- **WHAT YOU SHOULD DO**: Copy every line of the data that contains the string "junctions".

- **MATERIAL PROVIDED**:

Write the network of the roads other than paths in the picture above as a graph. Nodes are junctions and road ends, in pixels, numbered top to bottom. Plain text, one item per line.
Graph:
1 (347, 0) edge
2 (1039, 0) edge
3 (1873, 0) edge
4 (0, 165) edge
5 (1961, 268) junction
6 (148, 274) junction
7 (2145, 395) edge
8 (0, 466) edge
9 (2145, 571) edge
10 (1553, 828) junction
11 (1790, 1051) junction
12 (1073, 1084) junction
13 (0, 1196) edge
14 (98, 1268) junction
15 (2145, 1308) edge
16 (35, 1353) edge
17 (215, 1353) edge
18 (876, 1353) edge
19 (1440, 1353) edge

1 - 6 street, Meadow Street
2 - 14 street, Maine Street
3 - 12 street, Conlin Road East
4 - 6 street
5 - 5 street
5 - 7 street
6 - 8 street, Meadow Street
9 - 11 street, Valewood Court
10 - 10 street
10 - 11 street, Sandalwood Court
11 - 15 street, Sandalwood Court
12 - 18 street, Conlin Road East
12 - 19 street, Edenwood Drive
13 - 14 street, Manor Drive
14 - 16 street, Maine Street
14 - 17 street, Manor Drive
...
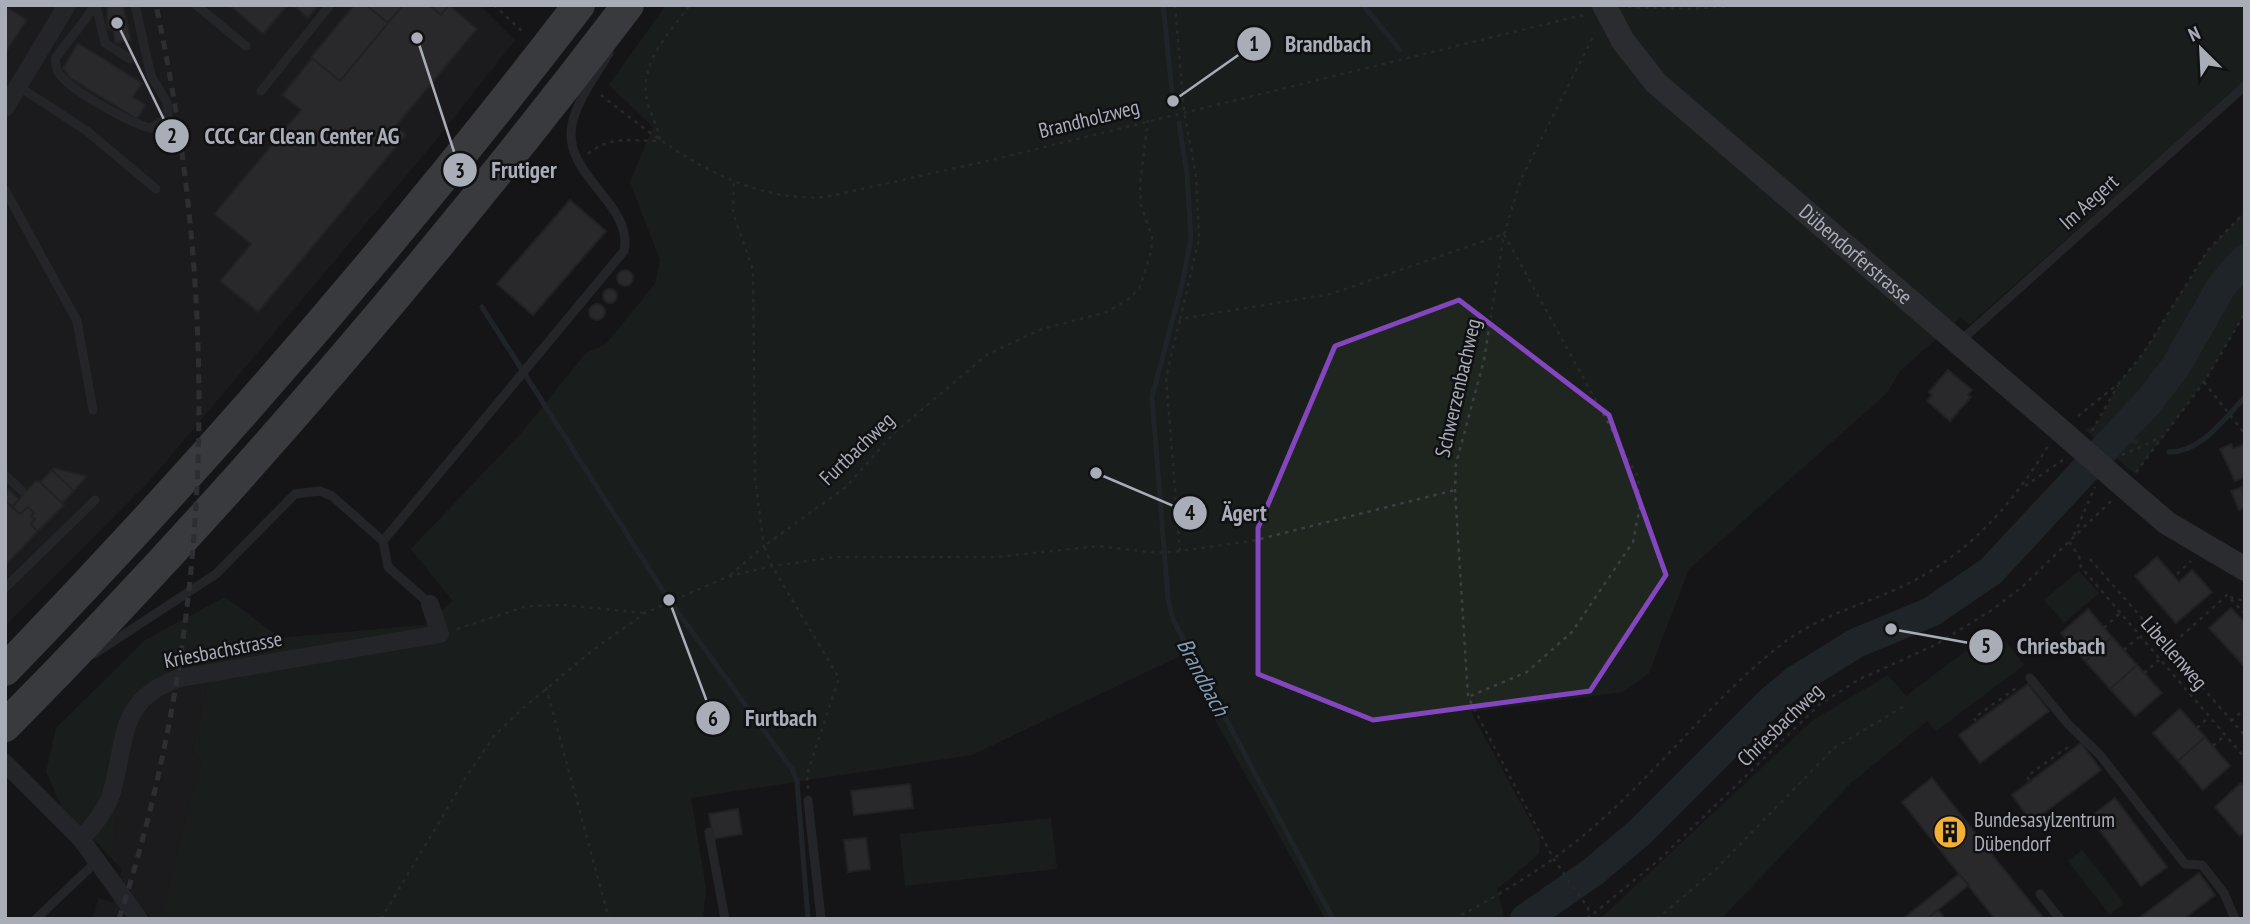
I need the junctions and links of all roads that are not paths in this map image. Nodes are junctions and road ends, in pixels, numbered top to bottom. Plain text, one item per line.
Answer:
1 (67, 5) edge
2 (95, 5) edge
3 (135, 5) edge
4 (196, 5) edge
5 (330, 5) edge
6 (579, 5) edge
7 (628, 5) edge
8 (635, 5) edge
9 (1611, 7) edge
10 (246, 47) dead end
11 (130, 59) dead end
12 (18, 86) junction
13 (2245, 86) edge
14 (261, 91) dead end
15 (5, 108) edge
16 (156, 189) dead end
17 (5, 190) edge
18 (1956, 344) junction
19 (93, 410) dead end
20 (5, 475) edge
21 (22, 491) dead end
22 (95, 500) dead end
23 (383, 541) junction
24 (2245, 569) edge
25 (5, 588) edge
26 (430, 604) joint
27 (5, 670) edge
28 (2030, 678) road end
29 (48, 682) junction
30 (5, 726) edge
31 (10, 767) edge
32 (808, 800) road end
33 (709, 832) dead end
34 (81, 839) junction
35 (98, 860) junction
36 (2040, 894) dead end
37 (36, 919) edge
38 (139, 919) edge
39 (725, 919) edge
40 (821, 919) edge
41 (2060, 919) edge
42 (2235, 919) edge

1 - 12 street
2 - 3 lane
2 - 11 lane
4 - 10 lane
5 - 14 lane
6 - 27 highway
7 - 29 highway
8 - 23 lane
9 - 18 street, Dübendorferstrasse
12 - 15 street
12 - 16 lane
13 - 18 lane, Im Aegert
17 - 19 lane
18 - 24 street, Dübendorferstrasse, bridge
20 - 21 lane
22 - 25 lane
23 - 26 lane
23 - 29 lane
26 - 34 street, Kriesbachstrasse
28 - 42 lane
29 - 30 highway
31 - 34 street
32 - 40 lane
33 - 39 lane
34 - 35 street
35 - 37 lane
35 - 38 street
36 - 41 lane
--
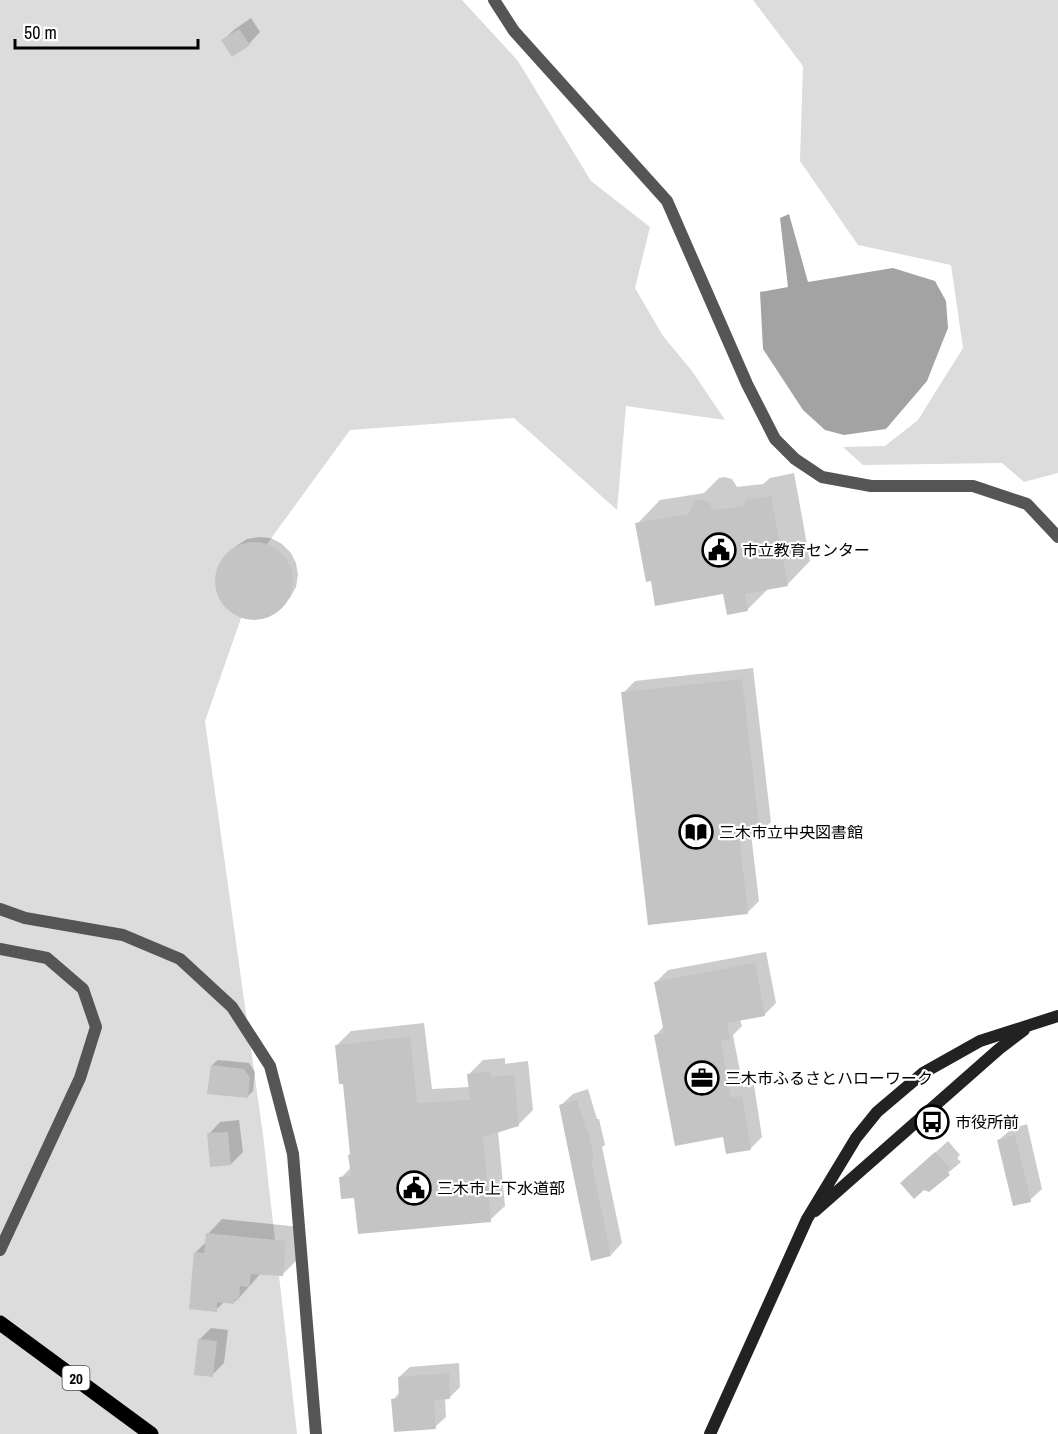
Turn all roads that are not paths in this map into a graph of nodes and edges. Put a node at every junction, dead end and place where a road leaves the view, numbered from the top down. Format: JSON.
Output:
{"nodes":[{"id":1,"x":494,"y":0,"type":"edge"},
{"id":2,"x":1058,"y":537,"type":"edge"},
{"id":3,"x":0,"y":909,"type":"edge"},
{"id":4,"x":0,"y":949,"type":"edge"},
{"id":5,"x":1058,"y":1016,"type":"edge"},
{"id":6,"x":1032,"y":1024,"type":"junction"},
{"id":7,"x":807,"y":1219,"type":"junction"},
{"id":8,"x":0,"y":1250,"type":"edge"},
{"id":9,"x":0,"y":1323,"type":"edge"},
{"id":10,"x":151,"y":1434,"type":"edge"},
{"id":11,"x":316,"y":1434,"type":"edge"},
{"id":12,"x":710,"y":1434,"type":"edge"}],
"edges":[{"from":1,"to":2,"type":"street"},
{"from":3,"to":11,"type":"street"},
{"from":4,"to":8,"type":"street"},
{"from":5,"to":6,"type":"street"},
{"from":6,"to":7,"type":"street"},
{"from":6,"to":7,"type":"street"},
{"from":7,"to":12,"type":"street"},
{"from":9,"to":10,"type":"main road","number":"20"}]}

- **EXERCISE ANSWER**:
Write the network of the roads other than paths in the picture above as a graph. Nodes are junctions and road ends, in pixels, numbered top to bottom. Plain text, one item per line.
I need the junctions and links of all roads that are not paths in this map image. Nodes are junctions and road ends, in pixels, numbered top to bottom. Plain text, one item per line.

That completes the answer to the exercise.